Collected data
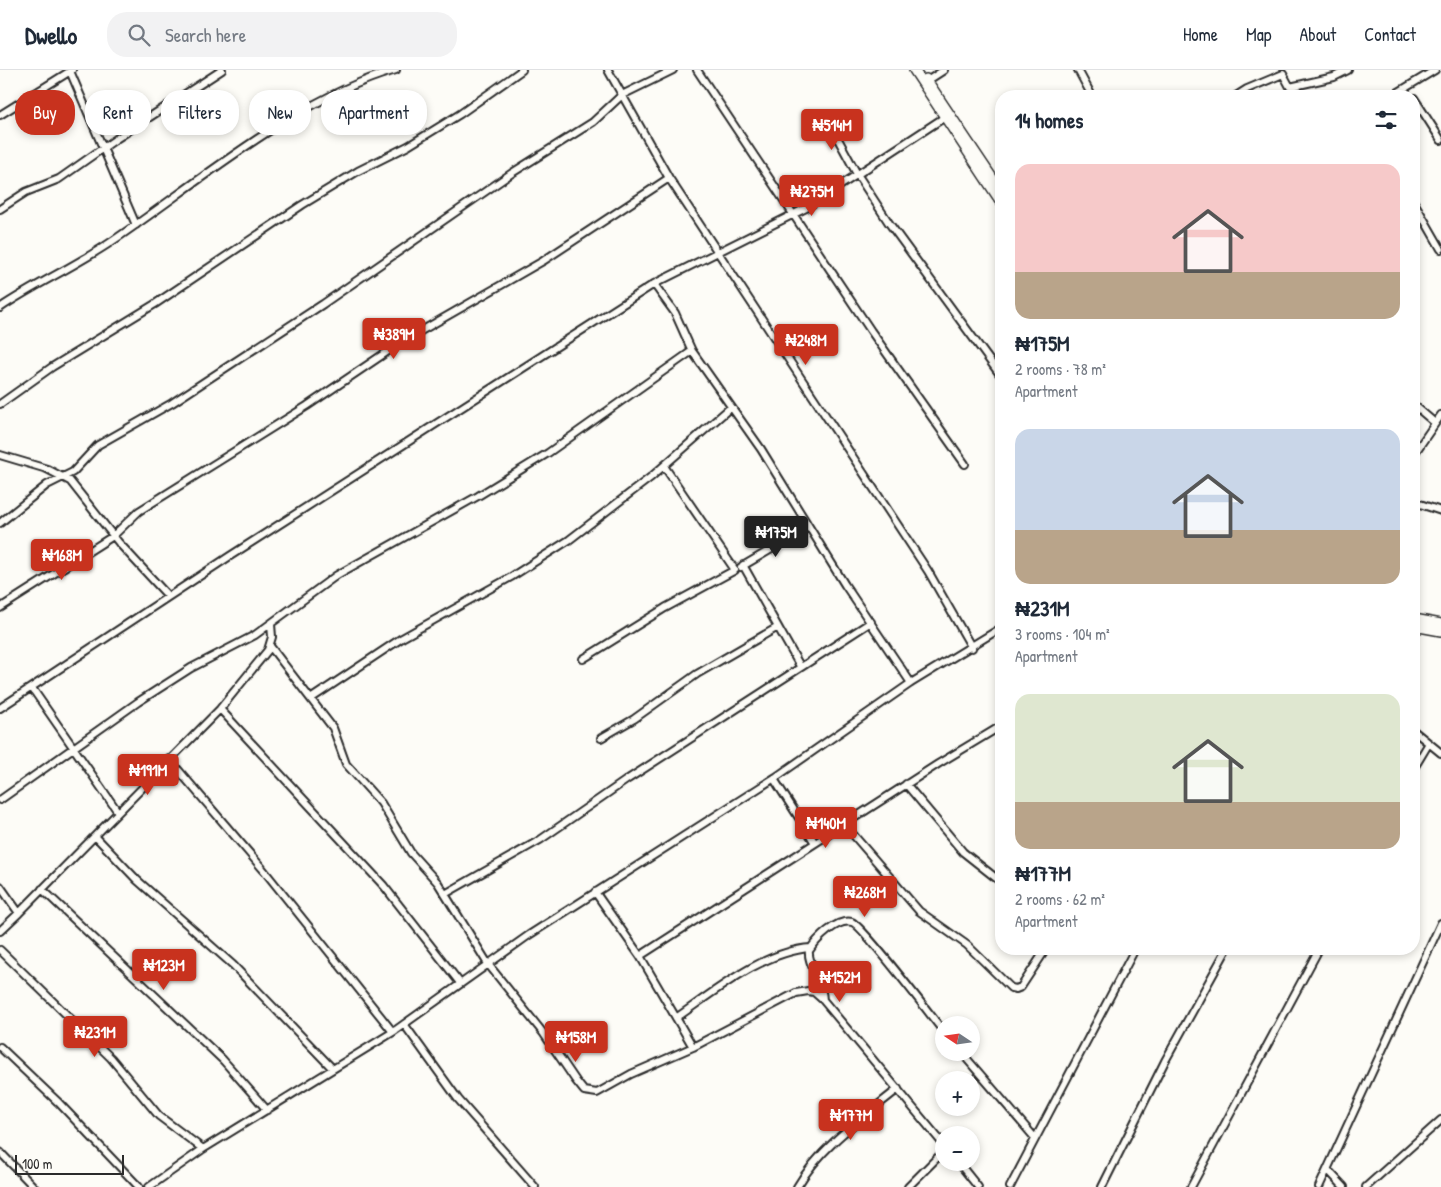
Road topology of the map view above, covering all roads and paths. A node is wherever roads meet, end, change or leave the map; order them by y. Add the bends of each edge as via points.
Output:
1 (222, 70) edge
2 (396, 70) edge
3 (522, 70) edge
4 (608, 70) edge
5 (673, 70) edge
6 (697, 70) edge
7 (914, 70) edge
8 (921, 70) edge
9 (944, 70) edge
10 (1078, 70) edge
11 (1348, 70) edge
12 (1435, 70) edge
13 (71, 71) edge
14 (924, 80) junction
15 (1407, 87) junction
16 (1089, 90) edge
17 (1246, 90) edge
18 (1402, 90) edge
19 (1409, 90) edge
20 (622, 95) junction
21 (1420, 108) edge
22 (0, 115) edge
23 (946, 116) junction
24 (826, 117) dead end
25 (1441, 140) edge
26 (104, 147) junction
27 (857, 174) junction
28 (669, 178) junction
29 (995, 183) edge
30 (995, 193) edge
31 (0, 209) edge
32 (1420, 212) edge
33 (795, 215) junction
34 (136, 225) junction
35 (1441, 249) edge
36 (717, 251) junction
37 (654, 284) junction
38 (0, 308) edge
39 (692, 350) junction
40 (995, 368) edge
41 (0, 404) edge
42 (731, 407) junction
43 (1420, 410) edge
44 (1441, 415) edge
45 (1436, 423) junction
46 (1420, 446) edge
47 (0, 455) edge
48 (965, 464) dead end
49 (664, 466) junction
50 (63, 476) junction
51 (1420, 504) edge
52 (1441, 511) edge
53 (0, 523) edge
54 (809, 527) junction
55 (114, 536) junction
56 (743, 565) junction
57 (735, 570) junction
58 (168, 596) junction
59 (0, 608) edge
60 (1420, 620) edge
61 (871, 622) junction
62 (271, 624) junction
63 (1441, 624) edge
64 (778, 627) junction
65 (1420, 627) edge
66 (1441, 631) edge
67 (995, 632) edge
68 (270, 646) junction
69 (972, 648) junction
70 (583, 659) dead end
71 (800, 666) junction
72 (911, 684) junction
73 (32, 688) junction
74 (312, 698) junction
75 (0, 708) edge
76 (220, 708) junction
77 (995, 730) edge
78 (1420, 736) edge
79 (601, 738) dead end
80 (1429, 743) junction
81 (74, 746) junction
82 (1441, 753) edge
83 (169, 758) junction
84 (1420, 758) edge
85 (774, 778) junction
86 (906, 784) junction
87 (0, 800) edge
88 (118, 812) junction
89 (844, 824) junction
90 (95, 836) junction
91 (815, 843) junction
92 (995, 877) edge
93 (0, 886) edge
94 (42, 889) junction
95 (595, 892) junction
96 (445, 894) junction
97 (19, 913) junction
98 (1441, 923) edge
99 (0, 931) edge
100 (811, 948) junction
101 (0, 950) edge
102 (1042, 955) edge
103 (1132, 955) edge
104 (1224, 955) edge
105 (1316, 955) edge
106 (640, 956) junction
107 (488, 964) junction
108 (460, 983) junction
109 (823, 1000) junction
110 (676, 1018) junction
111 (935, 1021) edge
112 (404, 1024) junction
113 (393, 1032) junction
114 (0, 1047) edge
115 (693, 1047) junction
116 (969, 1061) edge
117 (332, 1068) junction
118 (898, 1089) junction
119 (267, 1110) junction
120 (1441, 1120) edge
121 (935, 1134) edge
122 (1035, 1138) junction
123 (203, 1150) junction
124 (0, 1152) edge
125 (935, 1160) edge
126 (1328, 1170) junction
127 (965, 1171) edge
128 (34, 1187) edge
129 (139, 1187) edge
130 (149, 1187) edge
131 (535, 1187) edge
132 (797, 1187) edge
133 (908, 1187) edge
134 (978, 1187) edge
135 (1010, 1187) edge
136 (1102, 1187) edge
137 (1191, 1187) edge
138 (1319, 1187) edge
139 (1344, 1187) edge
140 (1366, 1187) edge

1 - 26 street
2 - 34 street via 320,102 271,131
3 - 41 street via 431,132 302,205
4 - 20 street
5 - 20 street
6 - 33 street
7 - 14 main road
8 - 14 main road
9 - 14 street
10 - 16 street
11 - 17 street via 1334,77 1290,87 1283,74
12 - 15 street
13 - 22 street
13 - 26 street
14 - 23 main road
15 - 18 street
15 - 19 street
20 - 28 street
20 - 50 street via 593,122 512,173 291,326 172,403 98,446 73,472
21 - 25 street
23 - 27 street
23 - 29 main road
23 - 30 main road
24 - 27 street
26 - 31 street via 59,179 26,192
26 - 34 street
27 - 33 street
27 - 40 street
28 - 36 street
28 - 55 street via 543,261 400,343 307,406 139,511
32 - 35 street
33 - 36 street
33 - 48 street via 871,331
34 - 38 street
36 - 37 street
36 - 69 street via 928,571
37 - 39 street via 675,313
37 - 58 street
39 - 42 street
39 - 62 street via 548,453 462,506 337,575
42 - 49 street
42 - 54 street
43 - 45 street
44 - 45 street
45 - 46 street
47 - 50 street
49 - 57 street
49 - 74 street via 569,540 402,638
50 - 53 street
50 - 55 street via 77,488
51 - 52 street
54 - 56 street
54 - 61 street
55 - 58 street
55 - 59 street
56 - 57 street
56 - 64 street
57 - 70 street via 665,608
58 - 73 street
60 - 63 main road
61 - 71 street
61 - 72 street
62 - 68 street
62 - 81 street via 166,684
64 - 71 street
64 - 79 street via 697,674
65 - 66 main road
67 - 69 street
68 - 74 street
68 - 76 street
69 - 72 street
71 - 96 street via 540,840
72 - 85 street
73 - 75 street
73 - 81 street
74 - 96 street via 337,733 346,764 381,803 407,846
76 - 83 street
76 - 108 street via 384,886
77 - 86 street
78 - 80 street
80 - 82 street
80 - 84 street
81 - 87 street
81 - 88 street
83 - 88 street
83 - 113 street
85 - 91 street
85 - 95 street
86 - 89 street
86 - 92 street via 964,852
88 - 90 street
89 - 91 street
89 - 102 street via 919,911 967,945 1011,988 1021,986
90 - 94 street
90 - 117 street via 137,880 234,965
91 - 106 street
93 - 97 street
94 - 97 street
94 - 119 street via 236,1073
95 - 106 street
95 - 107 street
96 - 107 street
97 - 99 street
98 - 126 street
100 - 109 street via 809,960 821,982
100 - 110 street via 788,952 755,967
100 - 111 street via 837,925 855,924
101 - 123 street via 111,1058 159,1116
103 - 122 street
104 - 136 street
105 - 137 street
106 - 110 street
107 - 108 street
107 - 115 street via 544,1034 579,1086 588,1092 601,1092 631,1074
108 - 112 street
109 - 115 street via 808,990 796,993
109 - 118 street
110 - 115 street
112 - 113 street
112 - 131 street via 458,1099
113 - 117 street
114 - 129 street
116 - 122 street
117 - 119 street
118 - 121 street
118 - 132 street via 839,1136 811,1165
119 - 123 street
120 - 140 street
122 - 135 street
123 - 130 street
124 - 128 street
125 - 133 street
126 - 138 street
126 - 139 street
127 - 134 street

THE TASK: Would you give the entries above again verbatim, omitting the images they contain?

ANSWER SECTION:
Road topology of the map view above, covering all roads and paths. A node is wherever roads meet, end, change or leave the map; order them by y. Add the bends of each edge as via points.
Output:
1 (222, 70) edge
2 (396, 70) edge
3 (522, 70) edge
4 (608, 70) edge
5 (673, 70) edge
6 (697, 70) edge
7 (914, 70) edge
8 (921, 70) edge
9 (944, 70) edge
10 (1078, 70) edge
11 (1348, 70) edge
12 (1435, 70) edge
13 (71, 71) edge
14 (924, 80) junction
15 (1407, 87) junction
16 (1089, 90) edge
17 (1246, 90) edge
18 (1402, 90) edge
19 (1409, 90) edge
20 (622, 95) junction
21 (1420, 108) edge
22 (0, 115) edge
23 (946, 116) junction
24 (826, 117) dead end
25 (1441, 140) edge
26 (104, 147) junction
27 (857, 174) junction
28 (669, 178) junction
29 (995, 183) edge
30 (995, 193) edge
31 (0, 209) edge
32 (1420, 212) edge
33 (795, 215) junction
34 (136, 225) junction
35 (1441, 249) edge
36 (717, 251) junction
37 (654, 284) junction
38 (0, 308) edge
39 (692, 350) junction
40 (995, 368) edge
41 (0, 404) edge
42 (731, 407) junction
43 (1420, 410) edge
44 (1441, 415) edge
45 (1436, 423) junction
46 (1420, 446) edge
47 (0, 455) edge
48 (965, 464) dead end
49 (664, 466) junction
50 (63, 476) junction
51 (1420, 504) edge
52 (1441, 511) edge
53 (0, 523) edge
54 (809, 527) junction
55 (114, 536) junction
56 (743, 565) junction
57 (735, 570) junction
58 (168, 596) junction
59 (0, 608) edge
60 (1420, 620) edge
61 (871, 622) junction
62 (271, 624) junction
63 (1441, 624) edge
64 (778, 627) junction
65 (1420, 627) edge
66 (1441, 631) edge
67 (995, 632) edge
68 (270, 646) junction
69 (972, 648) junction
70 (583, 659) dead end
71 (800, 666) junction
72 (911, 684) junction
73 (32, 688) junction
74 (312, 698) junction
75 (0, 708) edge
76 (220, 708) junction
77 (995, 730) edge
78 (1420, 736) edge
79 (601, 738) dead end
80 (1429, 743) junction
81 (74, 746) junction
82 (1441, 753) edge
83 (169, 758) junction
84 (1420, 758) edge
85 (774, 778) junction
86 (906, 784) junction
87 (0, 800) edge
88 (118, 812) junction
89 (844, 824) junction
90 (95, 836) junction
91 (815, 843) junction
92 (995, 877) edge
93 (0, 886) edge
94 (42, 889) junction
95 (595, 892) junction
96 (445, 894) junction
97 (19, 913) junction
98 (1441, 923) edge
99 (0, 931) edge
100 (811, 948) junction
101 (0, 950) edge
102 (1042, 955) edge
103 (1132, 955) edge
104 (1224, 955) edge
105 (1316, 955) edge
106 (640, 956) junction
107 (488, 964) junction
108 (460, 983) junction
109 (823, 1000) junction
110 (676, 1018) junction
111 (935, 1021) edge
112 (404, 1024) junction
113 (393, 1032) junction
114 (0, 1047) edge
115 (693, 1047) junction
116 (969, 1061) edge
117 (332, 1068) junction
118 (898, 1089) junction
119 (267, 1110) junction
120 (1441, 1120) edge
121 (935, 1134) edge
122 (1035, 1138) junction
123 (203, 1150) junction
124 (0, 1152) edge
125 (935, 1160) edge
126 (1328, 1170) junction
127 (965, 1171) edge
128 (34, 1187) edge
129 (139, 1187) edge
130 (149, 1187) edge
131 (535, 1187) edge
132 (797, 1187) edge
133 (908, 1187) edge
134 (978, 1187) edge
135 (1010, 1187) edge
136 (1102, 1187) edge
137 (1191, 1187) edge
138 (1319, 1187) edge
139 (1344, 1187) edge
140 (1366, 1187) edge

1 - 26 street
2 - 34 street via 320,102 271,131
3 - 41 street via 431,132 302,205
4 - 20 street
5 - 20 street
6 - 33 street
7 - 14 main road
8 - 14 main road
9 - 14 street
10 - 16 street
11 - 17 street via 1334,77 1290,87 1283,74
12 - 15 street
13 - 22 street
13 - 26 street
14 - 23 main road
15 - 18 street
15 - 19 street
20 - 28 street
20 - 50 street via 593,122 512,173 291,326 172,403 98,446 73,472
21 - 25 street
23 - 27 street
23 - 29 main road
23 - 30 main road
24 - 27 street
26 - 31 street via 59,179 26,192
26 - 34 street
27 - 33 street
27 - 40 street
28 - 36 street
28 - 55 street via 543,261 400,343 307,406 139,511
32 - 35 street
33 - 36 street
33 - 48 street via 871,331
34 - 38 street
36 - 37 street
36 - 69 street via 928,571
37 - 39 street via 675,313
37 - 58 street
39 - 42 street
39 - 62 street via 548,453 462,506 337,575
42 - 49 street
42 - 54 street
43 - 45 street
44 - 45 street
45 - 46 street
47 - 50 street
49 - 57 street
49 - 74 street via 569,540 402,638
50 - 53 street
50 - 55 street via 77,488
51 - 52 street
54 - 56 street
54 - 61 street
55 - 58 street
55 - 59 street
56 - 57 street
56 - 64 street
57 - 70 street via 665,608
58 - 73 street
60 - 63 main road
61 - 71 street
61 - 72 street
62 - 68 street
62 - 81 street via 166,684
64 - 71 street
64 - 79 street via 697,674
65 - 66 main road
67 - 69 street
68 - 74 street
68 - 76 street
69 - 72 street
71 - 96 street via 540,840
72 - 85 street
73 - 75 street
73 - 81 street
74 - 96 street via 337,733 346,764 381,803 407,846
76 - 83 street
76 - 108 street via 384,886
77 - 86 street
78 - 80 street
80 - 82 street
80 - 84 street
81 - 87 street
81 - 88 street
83 - 88 street
83 - 113 street
85 - 91 street
85 - 95 street
86 - 89 street
86 - 92 street via 964,852
88 - 90 street
89 - 91 street
89 - 102 street via 919,911 967,945 1011,988 1021,986
90 - 94 street
90 - 117 street via 137,880 234,965
91 - 106 street
93 - 97 street
94 - 97 street
94 - 119 street via 236,1073
95 - 106 street
95 - 107 street
96 - 107 street
97 - 99 street
98 - 126 street
100 - 109 street via 809,960 821,982
100 - 110 street via 788,952 755,967
100 - 111 street via 837,925 855,924
101 - 123 street via 111,1058 159,1116
103 - 122 street
104 - 136 street
105 - 137 street
106 - 110 street
107 - 108 street
107 - 115 street via 544,1034 579,1086 588,1092 601,1092 631,1074
108 - 112 street
109 - 115 street via 808,990 796,993
109 - 118 street
110 - 115 street
112 - 113 street
112 - 131 street via 458,1099
113 - 117 street
114 - 129 street
116 - 122 street
117 - 119 street
118 - 121 street
118 - 132 street via 839,1136 811,1165
119 - 123 street
120 - 140 street
122 - 135 street
123 - 130 street
124 - 128 street
125 - 133 street
126 - 138 street
126 - 139 street
127 - 134 street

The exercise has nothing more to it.